Would you please copy each line of the data in which the string "LANDWEHRSTRASSE" occurs?

====

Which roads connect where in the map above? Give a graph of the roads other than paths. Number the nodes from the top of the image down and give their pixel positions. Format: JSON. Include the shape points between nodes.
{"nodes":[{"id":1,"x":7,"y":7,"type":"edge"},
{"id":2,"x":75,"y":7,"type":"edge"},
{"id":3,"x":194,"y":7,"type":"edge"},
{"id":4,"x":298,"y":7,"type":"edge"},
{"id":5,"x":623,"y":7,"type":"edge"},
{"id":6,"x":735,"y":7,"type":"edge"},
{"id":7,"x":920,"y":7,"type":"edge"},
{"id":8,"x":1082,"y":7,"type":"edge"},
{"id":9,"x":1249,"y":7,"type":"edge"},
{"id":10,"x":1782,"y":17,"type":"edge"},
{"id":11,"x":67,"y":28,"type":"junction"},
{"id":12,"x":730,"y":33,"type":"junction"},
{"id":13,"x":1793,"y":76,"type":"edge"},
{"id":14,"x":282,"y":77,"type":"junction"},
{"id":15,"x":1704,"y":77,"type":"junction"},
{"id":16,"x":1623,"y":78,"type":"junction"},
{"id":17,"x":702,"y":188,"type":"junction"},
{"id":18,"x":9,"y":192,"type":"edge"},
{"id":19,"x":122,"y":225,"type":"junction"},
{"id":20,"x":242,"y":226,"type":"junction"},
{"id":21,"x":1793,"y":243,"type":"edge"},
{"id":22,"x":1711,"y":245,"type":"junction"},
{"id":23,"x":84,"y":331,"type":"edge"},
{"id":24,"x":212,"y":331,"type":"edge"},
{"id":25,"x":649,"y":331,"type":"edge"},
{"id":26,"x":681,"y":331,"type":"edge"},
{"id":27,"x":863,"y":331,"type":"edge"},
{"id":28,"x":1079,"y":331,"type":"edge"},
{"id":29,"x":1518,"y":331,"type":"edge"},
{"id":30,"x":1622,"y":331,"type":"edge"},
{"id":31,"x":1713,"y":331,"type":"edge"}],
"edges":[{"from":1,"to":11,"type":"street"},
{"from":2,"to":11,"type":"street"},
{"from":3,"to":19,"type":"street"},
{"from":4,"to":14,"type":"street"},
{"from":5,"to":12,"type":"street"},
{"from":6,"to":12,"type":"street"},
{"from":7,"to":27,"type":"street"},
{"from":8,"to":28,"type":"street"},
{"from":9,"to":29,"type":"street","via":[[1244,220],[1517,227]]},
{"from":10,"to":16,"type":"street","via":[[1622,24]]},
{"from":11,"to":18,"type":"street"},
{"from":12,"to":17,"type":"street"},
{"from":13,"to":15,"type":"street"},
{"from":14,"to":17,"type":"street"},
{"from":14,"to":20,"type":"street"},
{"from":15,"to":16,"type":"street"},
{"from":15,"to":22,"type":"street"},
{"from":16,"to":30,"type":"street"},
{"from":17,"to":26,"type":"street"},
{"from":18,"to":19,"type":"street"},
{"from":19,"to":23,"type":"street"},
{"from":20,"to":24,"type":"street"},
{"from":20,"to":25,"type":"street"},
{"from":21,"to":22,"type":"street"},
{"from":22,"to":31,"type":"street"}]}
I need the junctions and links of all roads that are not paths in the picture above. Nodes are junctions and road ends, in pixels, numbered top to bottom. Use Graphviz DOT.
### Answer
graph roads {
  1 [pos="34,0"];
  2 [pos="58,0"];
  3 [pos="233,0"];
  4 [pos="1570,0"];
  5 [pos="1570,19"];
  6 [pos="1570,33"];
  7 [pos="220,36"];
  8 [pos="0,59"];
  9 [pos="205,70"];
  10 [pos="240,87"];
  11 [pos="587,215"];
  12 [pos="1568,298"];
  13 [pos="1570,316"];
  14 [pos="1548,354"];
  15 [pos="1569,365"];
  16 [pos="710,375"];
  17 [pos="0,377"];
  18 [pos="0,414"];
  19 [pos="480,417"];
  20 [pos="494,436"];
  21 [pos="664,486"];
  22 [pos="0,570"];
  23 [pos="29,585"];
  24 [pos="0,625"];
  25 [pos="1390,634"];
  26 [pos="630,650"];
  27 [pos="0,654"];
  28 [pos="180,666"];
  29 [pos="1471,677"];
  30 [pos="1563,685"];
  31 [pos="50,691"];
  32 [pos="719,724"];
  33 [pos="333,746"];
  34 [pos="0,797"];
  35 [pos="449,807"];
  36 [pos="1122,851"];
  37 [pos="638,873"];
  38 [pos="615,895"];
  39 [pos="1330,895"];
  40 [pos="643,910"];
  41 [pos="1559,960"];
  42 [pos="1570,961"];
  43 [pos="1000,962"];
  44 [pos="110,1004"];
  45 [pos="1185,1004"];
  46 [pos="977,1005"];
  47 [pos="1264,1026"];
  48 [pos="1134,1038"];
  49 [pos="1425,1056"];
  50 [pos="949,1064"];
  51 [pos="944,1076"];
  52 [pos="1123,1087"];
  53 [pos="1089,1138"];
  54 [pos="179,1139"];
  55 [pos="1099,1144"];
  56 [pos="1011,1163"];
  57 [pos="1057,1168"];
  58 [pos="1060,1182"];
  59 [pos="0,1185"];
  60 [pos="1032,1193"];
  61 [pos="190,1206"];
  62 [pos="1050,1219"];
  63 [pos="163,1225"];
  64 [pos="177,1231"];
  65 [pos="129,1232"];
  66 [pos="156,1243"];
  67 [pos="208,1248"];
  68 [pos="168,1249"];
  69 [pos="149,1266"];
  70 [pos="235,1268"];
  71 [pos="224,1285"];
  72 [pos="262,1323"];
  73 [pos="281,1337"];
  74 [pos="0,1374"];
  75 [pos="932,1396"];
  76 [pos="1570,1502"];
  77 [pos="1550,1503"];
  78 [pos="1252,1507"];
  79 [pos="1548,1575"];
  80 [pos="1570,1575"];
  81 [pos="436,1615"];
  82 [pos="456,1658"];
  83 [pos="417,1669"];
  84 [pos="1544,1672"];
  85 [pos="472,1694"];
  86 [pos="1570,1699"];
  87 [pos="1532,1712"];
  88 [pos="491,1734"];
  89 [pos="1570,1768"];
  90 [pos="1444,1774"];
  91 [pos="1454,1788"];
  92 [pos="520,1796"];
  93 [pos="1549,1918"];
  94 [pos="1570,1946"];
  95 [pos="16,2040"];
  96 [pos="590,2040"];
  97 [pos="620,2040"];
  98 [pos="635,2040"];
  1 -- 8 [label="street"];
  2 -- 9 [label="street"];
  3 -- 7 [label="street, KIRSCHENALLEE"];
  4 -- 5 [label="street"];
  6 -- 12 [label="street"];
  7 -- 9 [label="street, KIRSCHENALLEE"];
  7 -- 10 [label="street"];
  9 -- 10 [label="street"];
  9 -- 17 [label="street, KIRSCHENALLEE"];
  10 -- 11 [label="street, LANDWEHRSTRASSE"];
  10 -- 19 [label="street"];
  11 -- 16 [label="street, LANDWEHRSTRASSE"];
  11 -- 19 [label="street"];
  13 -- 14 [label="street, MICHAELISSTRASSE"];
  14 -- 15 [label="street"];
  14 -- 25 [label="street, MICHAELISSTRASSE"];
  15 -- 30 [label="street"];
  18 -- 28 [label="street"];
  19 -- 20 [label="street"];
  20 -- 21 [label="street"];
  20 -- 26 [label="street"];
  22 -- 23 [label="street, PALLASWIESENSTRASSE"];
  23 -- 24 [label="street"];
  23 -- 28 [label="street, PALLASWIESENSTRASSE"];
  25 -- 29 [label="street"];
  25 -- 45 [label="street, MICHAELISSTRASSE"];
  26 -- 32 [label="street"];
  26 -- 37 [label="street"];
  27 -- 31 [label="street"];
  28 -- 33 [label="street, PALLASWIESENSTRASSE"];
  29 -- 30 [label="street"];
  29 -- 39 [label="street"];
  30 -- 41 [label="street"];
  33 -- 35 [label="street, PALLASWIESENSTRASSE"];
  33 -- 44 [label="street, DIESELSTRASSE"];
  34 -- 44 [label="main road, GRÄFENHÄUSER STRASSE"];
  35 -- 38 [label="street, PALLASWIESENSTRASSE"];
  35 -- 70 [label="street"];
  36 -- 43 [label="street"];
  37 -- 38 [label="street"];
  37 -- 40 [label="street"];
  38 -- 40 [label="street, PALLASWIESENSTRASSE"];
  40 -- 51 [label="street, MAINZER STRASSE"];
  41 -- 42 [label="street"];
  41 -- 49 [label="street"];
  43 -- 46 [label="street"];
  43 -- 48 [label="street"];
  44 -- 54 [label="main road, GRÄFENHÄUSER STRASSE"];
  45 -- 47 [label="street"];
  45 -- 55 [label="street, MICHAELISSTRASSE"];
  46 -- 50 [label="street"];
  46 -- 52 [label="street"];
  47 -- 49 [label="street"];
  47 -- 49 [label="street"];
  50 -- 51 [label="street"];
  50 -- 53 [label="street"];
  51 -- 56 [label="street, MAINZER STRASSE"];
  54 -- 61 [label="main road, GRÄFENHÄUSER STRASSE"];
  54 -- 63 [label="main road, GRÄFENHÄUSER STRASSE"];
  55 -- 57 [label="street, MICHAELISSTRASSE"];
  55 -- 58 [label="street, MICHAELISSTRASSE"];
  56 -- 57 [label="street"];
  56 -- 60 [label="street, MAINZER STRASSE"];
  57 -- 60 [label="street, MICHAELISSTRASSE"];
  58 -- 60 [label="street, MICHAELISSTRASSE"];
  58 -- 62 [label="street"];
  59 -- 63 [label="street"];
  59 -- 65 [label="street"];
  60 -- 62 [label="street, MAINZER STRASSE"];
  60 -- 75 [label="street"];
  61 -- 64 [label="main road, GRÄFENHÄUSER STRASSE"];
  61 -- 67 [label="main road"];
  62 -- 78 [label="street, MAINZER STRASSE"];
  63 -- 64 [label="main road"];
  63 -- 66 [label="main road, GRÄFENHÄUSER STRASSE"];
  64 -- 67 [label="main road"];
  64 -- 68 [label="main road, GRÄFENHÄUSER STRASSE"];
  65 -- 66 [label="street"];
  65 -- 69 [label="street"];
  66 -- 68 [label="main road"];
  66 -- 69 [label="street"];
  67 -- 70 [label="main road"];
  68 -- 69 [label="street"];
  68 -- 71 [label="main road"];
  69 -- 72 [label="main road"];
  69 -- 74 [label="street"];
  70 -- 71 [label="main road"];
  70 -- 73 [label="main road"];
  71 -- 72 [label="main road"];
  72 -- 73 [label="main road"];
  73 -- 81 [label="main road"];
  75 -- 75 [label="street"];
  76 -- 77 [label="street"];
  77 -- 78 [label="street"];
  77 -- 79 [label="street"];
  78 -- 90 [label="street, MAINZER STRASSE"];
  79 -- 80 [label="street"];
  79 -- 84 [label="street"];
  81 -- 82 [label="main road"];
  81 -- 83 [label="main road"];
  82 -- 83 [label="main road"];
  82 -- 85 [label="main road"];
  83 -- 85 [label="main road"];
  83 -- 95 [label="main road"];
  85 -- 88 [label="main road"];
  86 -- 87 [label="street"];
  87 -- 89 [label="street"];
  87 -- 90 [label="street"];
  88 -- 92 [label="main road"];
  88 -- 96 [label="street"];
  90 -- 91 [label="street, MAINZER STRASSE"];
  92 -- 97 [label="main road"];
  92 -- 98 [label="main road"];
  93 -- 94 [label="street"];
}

====

§ SOLUTION TO THE PROBLEM
  10 -- 11 [label="street, LANDWEHRSTRASSE"];
  11 -- 16 [label="street, LANDWEHRSTRASSE"];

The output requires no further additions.